Records contained in a dataset
■ ■ ■ ■ ■ ■ ■

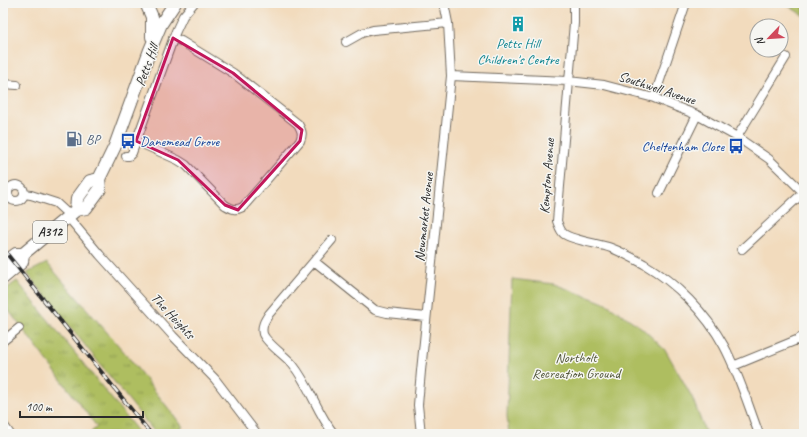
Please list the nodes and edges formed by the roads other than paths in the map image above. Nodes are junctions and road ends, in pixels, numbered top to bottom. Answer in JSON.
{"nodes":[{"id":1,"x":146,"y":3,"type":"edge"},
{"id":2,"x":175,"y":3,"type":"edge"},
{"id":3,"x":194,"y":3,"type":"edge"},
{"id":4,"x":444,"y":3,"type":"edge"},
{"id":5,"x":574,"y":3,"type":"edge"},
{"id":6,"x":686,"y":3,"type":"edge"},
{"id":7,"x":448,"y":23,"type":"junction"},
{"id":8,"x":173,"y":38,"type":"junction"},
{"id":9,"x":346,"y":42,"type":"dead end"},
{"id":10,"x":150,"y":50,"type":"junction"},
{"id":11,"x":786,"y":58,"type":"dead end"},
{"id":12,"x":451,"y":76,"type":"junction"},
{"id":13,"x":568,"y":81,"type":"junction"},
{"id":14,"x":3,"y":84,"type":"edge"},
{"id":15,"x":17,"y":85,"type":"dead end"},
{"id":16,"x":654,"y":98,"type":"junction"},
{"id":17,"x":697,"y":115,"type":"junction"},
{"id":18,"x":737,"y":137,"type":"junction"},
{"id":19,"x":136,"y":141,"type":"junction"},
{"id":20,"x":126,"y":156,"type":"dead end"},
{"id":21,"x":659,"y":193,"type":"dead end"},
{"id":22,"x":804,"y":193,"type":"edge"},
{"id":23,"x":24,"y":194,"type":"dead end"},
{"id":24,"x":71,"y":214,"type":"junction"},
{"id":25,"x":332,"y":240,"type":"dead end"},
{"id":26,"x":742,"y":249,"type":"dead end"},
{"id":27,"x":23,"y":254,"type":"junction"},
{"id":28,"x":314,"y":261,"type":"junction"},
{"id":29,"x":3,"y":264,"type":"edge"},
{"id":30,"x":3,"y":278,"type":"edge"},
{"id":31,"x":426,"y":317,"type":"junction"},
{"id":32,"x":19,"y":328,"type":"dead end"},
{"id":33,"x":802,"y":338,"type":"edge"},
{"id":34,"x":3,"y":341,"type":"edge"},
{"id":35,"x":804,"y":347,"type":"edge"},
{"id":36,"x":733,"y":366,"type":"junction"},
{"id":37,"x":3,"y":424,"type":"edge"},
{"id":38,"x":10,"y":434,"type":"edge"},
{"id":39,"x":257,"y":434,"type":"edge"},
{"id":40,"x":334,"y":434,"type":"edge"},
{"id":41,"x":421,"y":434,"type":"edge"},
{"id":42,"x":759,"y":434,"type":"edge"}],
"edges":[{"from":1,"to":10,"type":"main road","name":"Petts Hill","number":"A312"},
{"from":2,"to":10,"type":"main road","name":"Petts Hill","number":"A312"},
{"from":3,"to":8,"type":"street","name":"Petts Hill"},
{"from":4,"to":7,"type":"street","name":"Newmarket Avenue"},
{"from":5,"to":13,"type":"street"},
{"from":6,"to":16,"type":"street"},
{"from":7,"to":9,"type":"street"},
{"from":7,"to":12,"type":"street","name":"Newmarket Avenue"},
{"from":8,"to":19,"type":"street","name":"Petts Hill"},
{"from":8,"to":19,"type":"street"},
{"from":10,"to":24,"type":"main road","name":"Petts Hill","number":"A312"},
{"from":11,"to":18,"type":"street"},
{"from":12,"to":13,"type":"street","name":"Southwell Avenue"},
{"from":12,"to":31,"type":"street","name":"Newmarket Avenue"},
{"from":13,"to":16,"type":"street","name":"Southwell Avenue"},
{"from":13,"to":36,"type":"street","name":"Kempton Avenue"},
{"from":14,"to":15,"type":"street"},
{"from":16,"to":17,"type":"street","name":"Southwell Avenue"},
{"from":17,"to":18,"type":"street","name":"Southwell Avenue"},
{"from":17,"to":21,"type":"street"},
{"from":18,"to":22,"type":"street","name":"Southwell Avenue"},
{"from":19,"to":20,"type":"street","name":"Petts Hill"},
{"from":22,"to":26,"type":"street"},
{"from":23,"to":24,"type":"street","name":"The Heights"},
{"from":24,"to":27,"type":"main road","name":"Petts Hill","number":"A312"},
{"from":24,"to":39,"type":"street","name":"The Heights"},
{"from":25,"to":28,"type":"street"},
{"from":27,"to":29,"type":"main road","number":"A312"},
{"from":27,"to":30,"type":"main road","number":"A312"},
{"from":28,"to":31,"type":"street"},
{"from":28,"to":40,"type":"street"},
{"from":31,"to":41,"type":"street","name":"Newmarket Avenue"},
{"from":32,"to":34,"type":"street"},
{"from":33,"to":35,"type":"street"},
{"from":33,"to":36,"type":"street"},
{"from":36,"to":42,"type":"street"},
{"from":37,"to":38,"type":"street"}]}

■ ■ ■ ■ ■ ■ ■

What is expected
The expected output is each record, copied exactly, and nothing in place of the pictures.

Problem solution
Please list the nodes and edges formed by the roads other than paths in the map image above. Nodes are junctions and road ends, in pixels, numbered top to bottom. Answer in JSON.
{"nodes":[{"id":1,"x":146,"y":3,"type":"edge"},
{"id":2,"x":175,"y":3,"type":"edge"},
{"id":3,"x":194,"y":3,"type":"edge"},
{"id":4,"x":444,"y":3,"type":"edge"},
{"id":5,"x":574,"y":3,"type":"edge"},
{"id":6,"x":686,"y":3,"type":"edge"},
{"id":7,"x":448,"y":23,"type":"junction"},
{"id":8,"x":173,"y":38,"type":"junction"},
{"id":9,"x":346,"y":42,"type":"dead end"},
{"id":10,"x":150,"y":50,"type":"junction"},
{"id":11,"x":786,"y":58,"type":"dead end"},
{"id":12,"x":451,"y":76,"type":"junction"},
{"id":13,"x":568,"y":81,"type":"junction"},
{"id":14,"x":3,"y":84,"type":"edge"},
{"id":15,"x":17,"y":85,"type":"dead end"},
{"id":16,"x":654,"y":98,"type":"junction"},
{"id":17,"x":697,"y":115,"type":"junction"},
{"id":18,"x":737,"y":137,"type":"junction"},
{"id":19,"x":136,"y":141,"type":"junction"},
{"id":20,"x":126,"y":156,"type":"dead end"},
{"id":21,"x":659,"y":193,"type":"dead end"},
{"id":22,"x":804,"y":193,"type":"edge"},
{"id":23,"x":24,"y":194,"type":"dead end"},
{"id":24,"x":71,"y":214,"type":"junction"},
{"id":25,"x":332,"y":240,"type":"dead end"},
{"id":26,"x":742,"y":249,"type":"dead end"},
{"id":27,"x":23,"y":254,"type":"junction"},
{"id":28,"x":314,"y":261,"type":"junction"},
{"id":29,"x":3,"y":264,"type":"edge"},
{"id":30,"x":3,"y":278,"type":"edge"},
{"id":31,"x":426,"y":317,"type":"junction"},
{"id":32,"x":19,"y":328,"type":"dead end"},
{"id":33,"x":802,"y":338,"type":"edge"},
{"id":34,"x":3,"y":341,"type":"edge"},
{"id":35,"x":804,"y":347,"type":"edge"},
{"id":36,"x":733,"y":366,"type":"junction"},
{"id":37,"x":3,"y":424,"type":"edge"},
{"id":38,"x":10,"y":434,"type":"edge"},
{"id":39,"x":257,"y":434,"type":"edge"},
{"id":40,"x":334,"y":434,"type":"edge"},
{"id":41,"x":421,"y":434,"type":"edge"},
{"id":42,"x":759,"y":434,"type":"edge"}],
"edges":[{"from":1,"to":10,"type":"main road","name":"Petts Hill","number":"A312"},
{"from":2,"to":10,"type":"main road","name":"Petts Hill","number":"A312"},
{"from":3,"to":8,"type":"street","name":"Petts Hill"},
{"from":4,"to":7,"type":"street","name":"Newmarket Avenue"},
{"from":5,"to":13,"type":"street"},
{"from":6,"to":16,"type":"street"},
{"from":7,"to":9,"type":"street"},
{"from":7,"to":12,"type":"street","name":"Newmarket Avenue"},
{"from":8,"to":19,"type":"street","name":"Petts Hill"},
{"from":8,"to":19,"type":"street"},
{"from":10,"to":24,"type":"main road","name":"Petts Hill","number":"A312"},
{"from":11,"to":18,"type":"street"},
{"from":12,"to":13,"type":"street","name":"Southwell Avenue"},
{"from":12,"to":31,"type":"street","name":"Newmarket Avenue"},
{"from":13,"to":16,"type":"street","name":"Southwell Avenue"},
{"from":13,"to":36,"type":"street","name":"Kempton Avenue"},
{"from":14,"to":15,"type":"street"},
{"from":16,"to":17,"type":"street","name":"Southwell Avenue"},
{"from":17,"to":18,"type":"street","name":"Southwell Avenue"},
{"from":17,"to":21,"type":"street"},
{"from":18,"to":22,"type":"street","name":"Southwell Avenue"},
{"from":19,"to":20,"type":"street","name":"Petts Hill"},
{"from":22,"to":26,"type":"street"},
{"from":23,"to":24,"type":"street","name":"The Heights"},
{"from":24,"to":27,"type":"main road","name":"Petts Hill","number":"A312"},
{"from":24,"to":39,"type":"street","name":"The Heights"},
{"from":25,"to":28,"type":"street"},
{"from":27,"to":29,"type":"main road","number":"A312"},
{"from":27,"to":30,"type":"main road","number":"A312"},
{"from":28,"to":31,"type":"street"},
{"from":28,"to":40,"type":"street"},
{"from":31,"to":41,"type":"street","name":"Newmarket Avenue"},
{"from":32,"to":34,"type":"street"},
{"from":33,"to":35,"type":"street"},
{"from":33,"to":36,"type":"street"},
{"from":36,"to":42,"type":"street"},
{"from":37,"to":38,"type":"street"}]}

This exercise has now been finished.